Lolo Kiko’s Last Easter: A Farewell Wrapped in Hope

On a quiet Monday, during the Easter Octave when the Church still rang with the songs of Resurrection, the world bid farewell to Pope Francis whom we Filipinos call as “Lolo Kiko” a shepherd whose life was a living reflection of the Risen Christ’s tenderness.

It was no ordinary Monday. It was a day steeped in the joy of Easter, when Christians celebrate not endings, but beginnings; not death, but life. In passing during this sacred time, Pope Francis seemed to whisper one final message to the faithful he loved so much: “Death is not the end of everything, but the beginning of something”.Pope Francis even in his last hours thanked his nurse for bringing him back to the square wherein he met the joyous Easter people. These very same people mourned him across the globe and most especially in the Philippines, a nation that claimed him not just as Pope but as family. To Filipinos, he was Lolo Kiko, the gentle grandfather who laughed, wept, and prayed with them, whose heart beat with the same hopes and wounds as theirs.

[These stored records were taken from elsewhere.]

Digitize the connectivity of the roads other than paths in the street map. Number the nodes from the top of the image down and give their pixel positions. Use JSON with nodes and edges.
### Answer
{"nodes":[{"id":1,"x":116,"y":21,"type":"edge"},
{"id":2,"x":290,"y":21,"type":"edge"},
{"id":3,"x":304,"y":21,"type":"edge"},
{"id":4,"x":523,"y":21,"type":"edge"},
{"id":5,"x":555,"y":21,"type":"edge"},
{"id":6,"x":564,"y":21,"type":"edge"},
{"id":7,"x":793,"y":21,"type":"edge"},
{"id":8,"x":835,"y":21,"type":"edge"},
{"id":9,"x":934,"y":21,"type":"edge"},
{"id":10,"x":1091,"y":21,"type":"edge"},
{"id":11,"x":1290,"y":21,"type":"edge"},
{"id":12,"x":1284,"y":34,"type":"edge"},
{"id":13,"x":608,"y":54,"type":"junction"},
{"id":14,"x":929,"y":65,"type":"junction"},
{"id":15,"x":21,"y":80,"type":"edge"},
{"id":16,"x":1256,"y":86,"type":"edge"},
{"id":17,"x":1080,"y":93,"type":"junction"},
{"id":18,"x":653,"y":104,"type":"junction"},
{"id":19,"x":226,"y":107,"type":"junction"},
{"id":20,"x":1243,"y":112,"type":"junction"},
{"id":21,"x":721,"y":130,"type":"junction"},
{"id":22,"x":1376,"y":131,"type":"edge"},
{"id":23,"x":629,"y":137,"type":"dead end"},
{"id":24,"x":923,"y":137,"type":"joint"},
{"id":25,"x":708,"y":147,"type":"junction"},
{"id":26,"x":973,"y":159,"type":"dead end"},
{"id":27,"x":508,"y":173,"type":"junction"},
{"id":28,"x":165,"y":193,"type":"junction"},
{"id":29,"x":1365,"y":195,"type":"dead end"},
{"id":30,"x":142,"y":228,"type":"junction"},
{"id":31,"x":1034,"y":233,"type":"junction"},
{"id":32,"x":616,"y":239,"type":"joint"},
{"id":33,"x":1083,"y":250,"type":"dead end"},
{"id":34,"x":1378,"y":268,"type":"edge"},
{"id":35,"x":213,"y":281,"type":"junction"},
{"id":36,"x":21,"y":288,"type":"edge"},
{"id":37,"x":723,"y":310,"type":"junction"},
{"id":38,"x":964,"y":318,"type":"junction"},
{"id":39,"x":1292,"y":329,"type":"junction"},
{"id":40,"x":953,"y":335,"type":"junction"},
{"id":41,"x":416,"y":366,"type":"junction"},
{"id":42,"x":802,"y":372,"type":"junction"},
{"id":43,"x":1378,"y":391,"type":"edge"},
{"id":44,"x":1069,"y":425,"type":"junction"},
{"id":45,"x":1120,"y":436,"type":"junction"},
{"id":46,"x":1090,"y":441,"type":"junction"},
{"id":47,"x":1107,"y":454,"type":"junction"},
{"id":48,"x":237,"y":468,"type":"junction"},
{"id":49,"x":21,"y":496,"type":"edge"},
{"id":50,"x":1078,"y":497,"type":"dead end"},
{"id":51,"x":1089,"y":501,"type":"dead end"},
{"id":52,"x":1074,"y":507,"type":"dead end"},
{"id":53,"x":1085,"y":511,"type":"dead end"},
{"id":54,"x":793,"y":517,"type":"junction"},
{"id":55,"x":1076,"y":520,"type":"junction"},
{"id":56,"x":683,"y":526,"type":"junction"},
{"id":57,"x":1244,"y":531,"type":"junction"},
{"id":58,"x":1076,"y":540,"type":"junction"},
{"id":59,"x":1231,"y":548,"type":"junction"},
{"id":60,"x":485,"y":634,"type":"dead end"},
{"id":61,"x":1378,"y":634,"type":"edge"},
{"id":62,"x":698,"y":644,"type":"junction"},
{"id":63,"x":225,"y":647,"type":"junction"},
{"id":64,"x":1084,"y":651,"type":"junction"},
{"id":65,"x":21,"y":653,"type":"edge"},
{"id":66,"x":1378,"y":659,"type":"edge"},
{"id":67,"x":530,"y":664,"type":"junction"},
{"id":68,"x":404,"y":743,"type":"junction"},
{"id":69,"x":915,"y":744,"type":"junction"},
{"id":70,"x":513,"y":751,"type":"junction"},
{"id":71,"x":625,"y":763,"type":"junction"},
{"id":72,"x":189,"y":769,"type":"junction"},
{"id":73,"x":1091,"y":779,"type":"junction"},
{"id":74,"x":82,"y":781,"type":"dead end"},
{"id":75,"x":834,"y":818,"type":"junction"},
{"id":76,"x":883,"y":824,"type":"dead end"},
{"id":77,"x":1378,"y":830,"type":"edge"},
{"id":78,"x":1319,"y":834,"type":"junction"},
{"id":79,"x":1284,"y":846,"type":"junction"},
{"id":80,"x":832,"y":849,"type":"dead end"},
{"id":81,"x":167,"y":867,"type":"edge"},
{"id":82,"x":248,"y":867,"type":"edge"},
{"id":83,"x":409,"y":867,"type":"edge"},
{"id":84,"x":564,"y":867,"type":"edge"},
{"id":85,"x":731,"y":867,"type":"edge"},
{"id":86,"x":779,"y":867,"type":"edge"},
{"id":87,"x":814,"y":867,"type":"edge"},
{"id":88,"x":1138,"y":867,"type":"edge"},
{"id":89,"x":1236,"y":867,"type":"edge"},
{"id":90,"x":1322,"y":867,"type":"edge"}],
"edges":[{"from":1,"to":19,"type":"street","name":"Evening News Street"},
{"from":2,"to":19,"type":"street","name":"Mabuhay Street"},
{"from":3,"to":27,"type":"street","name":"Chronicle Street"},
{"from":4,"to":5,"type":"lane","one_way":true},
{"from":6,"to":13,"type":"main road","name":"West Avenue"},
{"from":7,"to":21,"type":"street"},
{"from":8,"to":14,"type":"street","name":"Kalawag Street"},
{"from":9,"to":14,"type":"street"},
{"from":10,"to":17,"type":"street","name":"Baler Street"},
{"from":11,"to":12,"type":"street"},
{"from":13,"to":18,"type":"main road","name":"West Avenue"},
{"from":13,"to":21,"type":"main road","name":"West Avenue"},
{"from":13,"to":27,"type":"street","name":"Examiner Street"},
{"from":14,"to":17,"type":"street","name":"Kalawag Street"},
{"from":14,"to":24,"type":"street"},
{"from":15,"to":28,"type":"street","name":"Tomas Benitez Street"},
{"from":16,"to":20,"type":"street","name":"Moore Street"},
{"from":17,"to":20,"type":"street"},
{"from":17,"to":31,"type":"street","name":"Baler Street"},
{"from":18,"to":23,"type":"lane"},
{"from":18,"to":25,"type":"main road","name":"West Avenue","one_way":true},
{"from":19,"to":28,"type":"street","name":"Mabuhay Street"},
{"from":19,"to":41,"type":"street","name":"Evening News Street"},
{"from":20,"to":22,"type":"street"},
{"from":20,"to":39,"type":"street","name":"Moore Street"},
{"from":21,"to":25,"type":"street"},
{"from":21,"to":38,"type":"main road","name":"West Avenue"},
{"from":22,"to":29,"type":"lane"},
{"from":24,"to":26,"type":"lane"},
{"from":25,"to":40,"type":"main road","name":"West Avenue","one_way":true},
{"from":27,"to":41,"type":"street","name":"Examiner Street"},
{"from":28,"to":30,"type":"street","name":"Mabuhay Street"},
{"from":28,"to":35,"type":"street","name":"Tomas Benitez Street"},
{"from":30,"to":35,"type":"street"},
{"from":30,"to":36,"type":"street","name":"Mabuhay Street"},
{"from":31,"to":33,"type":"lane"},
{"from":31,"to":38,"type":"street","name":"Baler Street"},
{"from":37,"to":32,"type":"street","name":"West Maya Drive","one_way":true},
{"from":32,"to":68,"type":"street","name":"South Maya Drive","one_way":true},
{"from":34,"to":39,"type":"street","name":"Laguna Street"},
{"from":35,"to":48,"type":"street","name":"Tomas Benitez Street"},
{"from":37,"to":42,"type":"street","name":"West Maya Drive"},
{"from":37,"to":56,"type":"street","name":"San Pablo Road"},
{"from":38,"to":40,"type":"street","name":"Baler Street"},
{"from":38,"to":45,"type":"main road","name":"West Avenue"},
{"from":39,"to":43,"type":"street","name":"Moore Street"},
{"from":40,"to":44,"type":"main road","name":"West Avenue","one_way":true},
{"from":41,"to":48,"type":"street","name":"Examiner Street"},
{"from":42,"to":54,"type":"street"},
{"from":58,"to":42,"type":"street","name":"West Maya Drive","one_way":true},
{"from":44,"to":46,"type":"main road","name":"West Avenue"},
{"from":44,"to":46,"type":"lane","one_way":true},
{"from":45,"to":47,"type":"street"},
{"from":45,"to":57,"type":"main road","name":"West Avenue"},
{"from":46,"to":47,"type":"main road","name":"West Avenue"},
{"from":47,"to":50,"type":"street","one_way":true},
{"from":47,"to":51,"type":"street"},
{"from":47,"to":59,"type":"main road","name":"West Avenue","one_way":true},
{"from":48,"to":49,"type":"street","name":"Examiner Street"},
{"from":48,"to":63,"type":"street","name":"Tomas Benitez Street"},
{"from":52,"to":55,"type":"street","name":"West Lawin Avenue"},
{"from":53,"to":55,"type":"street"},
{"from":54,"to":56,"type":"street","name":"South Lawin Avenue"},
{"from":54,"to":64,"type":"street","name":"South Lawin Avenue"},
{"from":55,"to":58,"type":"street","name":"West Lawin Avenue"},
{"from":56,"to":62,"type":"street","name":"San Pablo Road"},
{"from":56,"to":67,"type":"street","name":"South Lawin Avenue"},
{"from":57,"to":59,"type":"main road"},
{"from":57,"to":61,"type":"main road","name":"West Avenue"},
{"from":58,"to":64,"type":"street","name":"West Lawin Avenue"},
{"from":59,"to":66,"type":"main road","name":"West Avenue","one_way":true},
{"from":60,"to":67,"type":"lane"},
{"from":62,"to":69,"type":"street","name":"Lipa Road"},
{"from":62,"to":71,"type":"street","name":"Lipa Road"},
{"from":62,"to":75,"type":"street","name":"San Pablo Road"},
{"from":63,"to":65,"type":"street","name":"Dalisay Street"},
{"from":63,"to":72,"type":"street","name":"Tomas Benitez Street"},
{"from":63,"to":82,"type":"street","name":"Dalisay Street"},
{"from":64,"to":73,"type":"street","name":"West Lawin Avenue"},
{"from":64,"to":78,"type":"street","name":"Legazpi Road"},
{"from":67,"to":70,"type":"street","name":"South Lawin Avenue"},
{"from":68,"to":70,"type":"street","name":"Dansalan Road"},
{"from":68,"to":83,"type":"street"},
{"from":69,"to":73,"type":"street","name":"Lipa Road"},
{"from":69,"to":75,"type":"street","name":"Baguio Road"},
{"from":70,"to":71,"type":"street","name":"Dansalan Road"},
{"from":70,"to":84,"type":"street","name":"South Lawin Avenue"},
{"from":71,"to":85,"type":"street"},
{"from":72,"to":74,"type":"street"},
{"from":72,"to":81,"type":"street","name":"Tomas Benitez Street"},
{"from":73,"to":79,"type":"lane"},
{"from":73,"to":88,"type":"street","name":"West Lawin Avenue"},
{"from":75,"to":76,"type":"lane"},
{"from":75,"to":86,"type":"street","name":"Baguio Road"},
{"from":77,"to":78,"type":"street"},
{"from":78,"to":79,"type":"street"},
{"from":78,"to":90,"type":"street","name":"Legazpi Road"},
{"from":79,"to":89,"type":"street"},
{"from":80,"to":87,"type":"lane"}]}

His death in the Jubilee Year of Hope could not be more fitting. Throughout his papacy, Pope Francis made it his mission to lift the forgotten and restore dignity to the broken. He was not a pontiff perched in ivory towers but he is dubbed as ” the Pope of the peripheries,”a man who kissed the dirt with his knees, embraced the disfigured with open arms, and spoke the language of the poor, a man of mercy, simplicity, and joy.

When he visited the Philippines in 2015, he brought more than papal blessings; he carried the balm of healing to a nation reeling from storms and sorrows. Under the heavy rain in Tacloban, standing among typhoon survivors, he showed the world that leadership meant suffering with, not just speaking to. And in the glow of that muddy, tear-streaked encounter, the Filipino youth found an image of hope in the pope.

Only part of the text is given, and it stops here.